Build a portfolio with live URLs. Nothing overcomes the "India discount" perception faster than showing a prospect 11 live products they can actually use. Theory and promises mean nothing. Working software means everything.
Be honest about the tradeoffs. Clients respect honesty. When I tell a prospect "here is where working with an India-based team is harder, and here is what we do about it," they trust us more than if I pretended everything was seamless.
The Numbers
I will share some real numbers because I think they are useful for other founders in similar positions.
| Metric | Value |
|---|---|
| Average client engagement length | 3-4 months |
| Percentage of clients outside India | ~65% |
| Top client geographies | US, UK, Australia, India |
| Average timezone offset to clients | 8-10 hours |
| Payment methods used | Wise (60%), Wire (25%), Razorpay (15%) |
| Average response time during overlap | < 15 minutes |
| Average response time outside overlap | < 4 hours |
| Projects shipped | 12+ |
| Client return rate | High (multiple clients have come back for second projects) |
The Bottom Line
Running a tech studio from India for global clients is not easier or harder than running one from the US or the UK. It is differently hard.
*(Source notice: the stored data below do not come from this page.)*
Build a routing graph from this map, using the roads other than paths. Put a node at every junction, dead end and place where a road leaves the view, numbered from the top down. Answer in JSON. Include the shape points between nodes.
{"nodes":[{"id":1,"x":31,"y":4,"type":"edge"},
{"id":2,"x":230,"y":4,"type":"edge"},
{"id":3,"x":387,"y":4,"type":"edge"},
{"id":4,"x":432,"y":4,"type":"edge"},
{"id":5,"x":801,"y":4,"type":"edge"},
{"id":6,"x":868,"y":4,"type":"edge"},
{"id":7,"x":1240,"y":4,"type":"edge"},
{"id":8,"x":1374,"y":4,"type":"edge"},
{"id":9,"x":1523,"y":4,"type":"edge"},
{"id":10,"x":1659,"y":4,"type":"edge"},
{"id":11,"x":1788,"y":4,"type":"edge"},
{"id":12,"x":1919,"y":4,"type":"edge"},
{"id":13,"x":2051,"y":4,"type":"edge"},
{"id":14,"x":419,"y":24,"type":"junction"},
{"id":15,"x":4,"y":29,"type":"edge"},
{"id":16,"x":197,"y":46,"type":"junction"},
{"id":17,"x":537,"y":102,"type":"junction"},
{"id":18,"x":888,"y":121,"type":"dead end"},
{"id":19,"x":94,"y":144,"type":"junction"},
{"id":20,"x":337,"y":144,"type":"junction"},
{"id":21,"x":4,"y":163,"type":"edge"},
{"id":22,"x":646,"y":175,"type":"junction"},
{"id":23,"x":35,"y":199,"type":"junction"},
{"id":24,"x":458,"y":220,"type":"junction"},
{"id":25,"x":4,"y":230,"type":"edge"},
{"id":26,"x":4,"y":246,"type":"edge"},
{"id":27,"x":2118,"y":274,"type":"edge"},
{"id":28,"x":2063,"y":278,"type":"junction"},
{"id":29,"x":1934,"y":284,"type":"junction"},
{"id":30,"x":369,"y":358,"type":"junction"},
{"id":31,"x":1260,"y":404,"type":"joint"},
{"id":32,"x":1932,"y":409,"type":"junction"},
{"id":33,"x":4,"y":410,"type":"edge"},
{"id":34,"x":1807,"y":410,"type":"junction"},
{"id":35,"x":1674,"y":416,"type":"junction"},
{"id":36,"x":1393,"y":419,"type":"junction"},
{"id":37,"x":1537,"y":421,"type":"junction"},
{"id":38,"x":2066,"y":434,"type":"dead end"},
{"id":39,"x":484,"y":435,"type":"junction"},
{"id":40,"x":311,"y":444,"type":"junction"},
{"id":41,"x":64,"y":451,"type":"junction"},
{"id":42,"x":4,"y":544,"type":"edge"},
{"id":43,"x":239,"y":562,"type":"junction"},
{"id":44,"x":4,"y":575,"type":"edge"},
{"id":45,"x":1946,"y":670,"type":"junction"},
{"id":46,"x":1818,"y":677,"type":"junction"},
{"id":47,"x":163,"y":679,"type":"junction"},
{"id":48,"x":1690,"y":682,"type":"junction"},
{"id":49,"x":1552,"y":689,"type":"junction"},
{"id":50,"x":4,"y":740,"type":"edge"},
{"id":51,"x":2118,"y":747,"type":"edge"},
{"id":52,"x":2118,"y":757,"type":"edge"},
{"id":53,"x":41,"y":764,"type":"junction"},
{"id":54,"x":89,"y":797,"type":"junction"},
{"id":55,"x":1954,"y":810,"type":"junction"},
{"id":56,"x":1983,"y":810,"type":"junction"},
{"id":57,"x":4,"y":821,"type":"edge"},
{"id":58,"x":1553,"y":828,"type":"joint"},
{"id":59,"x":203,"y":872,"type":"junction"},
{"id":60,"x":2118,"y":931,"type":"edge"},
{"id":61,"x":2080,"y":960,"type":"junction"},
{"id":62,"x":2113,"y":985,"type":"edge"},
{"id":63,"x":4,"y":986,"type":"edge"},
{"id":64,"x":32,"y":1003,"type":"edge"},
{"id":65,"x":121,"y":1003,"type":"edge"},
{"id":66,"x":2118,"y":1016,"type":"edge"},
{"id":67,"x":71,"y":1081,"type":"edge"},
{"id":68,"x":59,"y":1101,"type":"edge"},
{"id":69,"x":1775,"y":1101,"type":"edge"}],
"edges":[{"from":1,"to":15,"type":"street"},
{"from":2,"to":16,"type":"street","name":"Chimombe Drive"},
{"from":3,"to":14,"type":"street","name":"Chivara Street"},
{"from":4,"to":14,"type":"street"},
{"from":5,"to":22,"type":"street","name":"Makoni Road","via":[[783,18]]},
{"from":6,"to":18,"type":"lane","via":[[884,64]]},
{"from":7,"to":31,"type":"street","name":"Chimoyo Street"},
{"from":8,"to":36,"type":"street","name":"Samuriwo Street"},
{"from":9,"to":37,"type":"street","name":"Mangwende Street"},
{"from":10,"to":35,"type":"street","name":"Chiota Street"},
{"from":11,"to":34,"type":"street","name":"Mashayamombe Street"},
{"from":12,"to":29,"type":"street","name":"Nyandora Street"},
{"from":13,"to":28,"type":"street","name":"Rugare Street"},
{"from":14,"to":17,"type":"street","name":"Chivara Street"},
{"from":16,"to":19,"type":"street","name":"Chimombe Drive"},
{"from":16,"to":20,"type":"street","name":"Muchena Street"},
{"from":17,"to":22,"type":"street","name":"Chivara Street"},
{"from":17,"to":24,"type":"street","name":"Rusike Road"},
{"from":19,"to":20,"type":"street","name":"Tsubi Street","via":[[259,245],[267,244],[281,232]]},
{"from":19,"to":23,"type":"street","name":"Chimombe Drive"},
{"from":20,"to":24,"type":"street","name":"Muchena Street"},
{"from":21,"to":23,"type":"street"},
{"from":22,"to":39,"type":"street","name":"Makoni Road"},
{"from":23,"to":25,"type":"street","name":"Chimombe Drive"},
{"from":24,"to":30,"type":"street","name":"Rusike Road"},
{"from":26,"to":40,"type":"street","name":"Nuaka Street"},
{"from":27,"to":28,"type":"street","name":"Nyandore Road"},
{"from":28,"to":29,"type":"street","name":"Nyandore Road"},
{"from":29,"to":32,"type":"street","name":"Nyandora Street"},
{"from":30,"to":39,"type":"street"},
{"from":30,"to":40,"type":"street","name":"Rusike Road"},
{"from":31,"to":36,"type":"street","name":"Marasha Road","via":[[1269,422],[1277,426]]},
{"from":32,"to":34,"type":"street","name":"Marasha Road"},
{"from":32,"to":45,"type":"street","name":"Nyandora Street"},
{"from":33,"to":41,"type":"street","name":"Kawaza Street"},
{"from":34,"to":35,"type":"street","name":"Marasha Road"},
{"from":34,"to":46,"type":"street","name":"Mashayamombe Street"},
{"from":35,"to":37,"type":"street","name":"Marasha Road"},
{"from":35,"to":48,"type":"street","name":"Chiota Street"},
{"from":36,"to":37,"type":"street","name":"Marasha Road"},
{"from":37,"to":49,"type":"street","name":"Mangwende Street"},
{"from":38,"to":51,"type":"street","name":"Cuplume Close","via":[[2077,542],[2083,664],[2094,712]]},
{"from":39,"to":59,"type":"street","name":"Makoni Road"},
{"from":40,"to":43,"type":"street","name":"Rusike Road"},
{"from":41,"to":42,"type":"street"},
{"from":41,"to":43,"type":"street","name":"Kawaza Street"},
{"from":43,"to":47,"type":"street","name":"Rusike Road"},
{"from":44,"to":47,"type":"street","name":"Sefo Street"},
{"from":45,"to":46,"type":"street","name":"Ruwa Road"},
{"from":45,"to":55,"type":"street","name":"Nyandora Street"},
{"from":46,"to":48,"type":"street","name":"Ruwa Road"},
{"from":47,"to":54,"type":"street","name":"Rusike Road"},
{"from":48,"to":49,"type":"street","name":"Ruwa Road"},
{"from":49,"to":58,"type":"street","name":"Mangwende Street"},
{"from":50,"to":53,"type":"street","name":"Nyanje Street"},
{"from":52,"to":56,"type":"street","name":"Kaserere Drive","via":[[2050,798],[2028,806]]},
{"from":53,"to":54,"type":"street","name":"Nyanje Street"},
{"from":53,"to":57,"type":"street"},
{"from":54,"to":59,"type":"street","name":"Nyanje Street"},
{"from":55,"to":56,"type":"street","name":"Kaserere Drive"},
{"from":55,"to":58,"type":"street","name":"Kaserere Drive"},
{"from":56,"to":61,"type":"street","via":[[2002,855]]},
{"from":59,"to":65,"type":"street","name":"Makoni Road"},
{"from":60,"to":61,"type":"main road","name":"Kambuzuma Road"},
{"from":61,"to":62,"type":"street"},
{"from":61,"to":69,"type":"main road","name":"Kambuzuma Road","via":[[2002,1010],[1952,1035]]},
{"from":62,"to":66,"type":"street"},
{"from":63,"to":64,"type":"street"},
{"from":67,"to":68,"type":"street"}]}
The challenges are real -- timezone management is an ongoing operational discipline, payment friction costs real money, and the "India discount" perception requires active counternarrative. But the advantages are also real -- talent access, cost efficiency, the overnight work cycle, and a growing ecosystem that supports global ambition.
The agencies that will succeed from India in 2026 and beyond are not the ones that compete on cost. They are the ones that compete on capability and use India's structural advantages to deliver more value per dollar than a comparable team anywhere else in the world.
That is what we are building at CODERCOPS. Not an Indian agency that serves global clients at a discount. A global agency that happens to be based in India.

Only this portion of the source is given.